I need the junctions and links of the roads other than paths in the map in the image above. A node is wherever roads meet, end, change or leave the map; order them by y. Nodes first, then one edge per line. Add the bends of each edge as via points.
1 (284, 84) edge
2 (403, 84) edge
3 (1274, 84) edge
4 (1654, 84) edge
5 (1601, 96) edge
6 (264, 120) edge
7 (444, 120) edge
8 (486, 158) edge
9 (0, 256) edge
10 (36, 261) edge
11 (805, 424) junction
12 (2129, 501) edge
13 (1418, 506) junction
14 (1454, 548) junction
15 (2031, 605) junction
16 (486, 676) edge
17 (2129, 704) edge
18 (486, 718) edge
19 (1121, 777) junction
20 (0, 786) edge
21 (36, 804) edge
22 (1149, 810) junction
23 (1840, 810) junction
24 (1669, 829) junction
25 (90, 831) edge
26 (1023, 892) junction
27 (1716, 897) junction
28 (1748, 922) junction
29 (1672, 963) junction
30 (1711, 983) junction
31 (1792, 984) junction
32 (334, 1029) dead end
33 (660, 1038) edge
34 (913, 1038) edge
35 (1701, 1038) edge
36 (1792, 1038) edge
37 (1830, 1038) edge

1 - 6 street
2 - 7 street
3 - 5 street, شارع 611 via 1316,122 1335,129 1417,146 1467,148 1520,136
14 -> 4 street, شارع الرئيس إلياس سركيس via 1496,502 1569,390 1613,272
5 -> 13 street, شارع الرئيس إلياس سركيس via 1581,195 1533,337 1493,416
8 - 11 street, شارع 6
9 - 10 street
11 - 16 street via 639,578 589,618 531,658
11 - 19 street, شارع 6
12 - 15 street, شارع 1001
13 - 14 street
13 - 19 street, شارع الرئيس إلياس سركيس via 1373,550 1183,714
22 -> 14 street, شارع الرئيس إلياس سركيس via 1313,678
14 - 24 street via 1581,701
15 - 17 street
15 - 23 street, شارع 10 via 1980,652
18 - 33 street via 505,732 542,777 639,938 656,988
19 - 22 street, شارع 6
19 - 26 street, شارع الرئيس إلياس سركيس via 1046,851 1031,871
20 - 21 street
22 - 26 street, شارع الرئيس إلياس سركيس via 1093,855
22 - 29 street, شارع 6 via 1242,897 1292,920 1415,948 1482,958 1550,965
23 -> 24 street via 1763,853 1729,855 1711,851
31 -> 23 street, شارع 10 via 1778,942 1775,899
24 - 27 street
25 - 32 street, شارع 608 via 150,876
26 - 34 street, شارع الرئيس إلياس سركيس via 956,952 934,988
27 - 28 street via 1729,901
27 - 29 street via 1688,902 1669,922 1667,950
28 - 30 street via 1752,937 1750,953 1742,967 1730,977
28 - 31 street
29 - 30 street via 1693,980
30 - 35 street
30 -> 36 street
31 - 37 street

--- --- ---

__Activity__: Word for word, give back all of the records.

__Output for this exercise__:
I need the junctions and links of the roads other than paths in the map in the image above. A node is wherever roads meet, end, change or leave the map; order them by y. Nodes first, then one edge per line. Add the bends of each edge as via points.
1 (284, 84) edge
2 (403, 84) edge
3 (1274, 84) edge
4 (1654, 84) edge
5 (1601, 96) edge
6 (264, 120) edge
7 (444, 120) edge
8 (486, 158) edge
9 (0, 256) edge
10 (36, 261) edge
11 (805, 424) junction
12 (2129, 501) edge
13 (1418, 506) junction
14 (1454, 548) junction
15 (2031, 605) junction
16 (486, 676) edge
17 (2129, 704) edge
18 (486, 718) edge
19 (1121, 777) junction
20 (0, 786) edge
21 (36, 804) edge
22 (1149, 810) junction
23 (1840, 810) junction
24 (1669, 829) junction
25 (90, 831) edge
26 (1023, 892) junction
27 (1716, 897) junction
28 (1748, 922) junction
29 (1672, 963) junction
30 (1711, 983) junction
31 (1792, 984) junction
32 (334, 1029) dead end
33 (660, 1038) edge
34 (913, 1038) edge
35 (1701, 1038) edge
36 (1792, 1038) edge
37 (1830, 1038) edge

1 - 6 street
2 - 7 street
3 - 5 street, شارع 611 via 1316,122 1335,129 1417,146 1467,148 1520,136
14 -> 4 street, شارع الرئيس إلياس سركيس via 1496,502 1569,390 1613,272
5 -> 13 street, شارع الرئيس إلياس سركيس via 1581,195 1533,337 1493,416
8 - 11 street, شارع 6
9 - 10 street
11 - 16 street via 639,578 589,618 531,658
11 - 19 street, شارع 6
12 - 15 street, شارع 1001
13 - 14 street
13 - 19 street, شارع الرئيس إلياس سركيس via 1373,550 1183,714
22 -> 14 street, شارع الرئيس إلياس سركيس via 1313,678
14 - 24 street via 1581,701
15 - 17 street
15 - 23 street, شارع 10 via 1980,652
18 - 33 street via 505,732 542,777 639,938 656,988
19 - 22 street, شارع 6
19 - 26 street, شارع الرئيس إلياس سركيس via 1046,851 1031,871
20 - 21 street
22 - 26 street, شارع الرئيس إلياس سركيس via 1093,855
22 - 29 street, شارع 6 via 1242,897 1292,920 1415,948 1482,958 1550,965
23 -> 24 street via 1763,853 1729,855 1711,851
31 -> 23 street, شارع 10 via 1778,942 1775,899
24 - 27 street
25 - 32 street, شارع 608 via 150,876
26 - 34 street, شارع الرئيس إلياس سركيس via 956,952 934,988
27 - 28 street via 1729,901
27 - 29 street via 1688,902 1669,922 1667,950
28 - 30 street via 1752,937 1750,953 1742,967 1730,977
28 - 31 street
29 - 30 street via 1693,980
30 - 35 street
30 -> 36 street
31 - 37 street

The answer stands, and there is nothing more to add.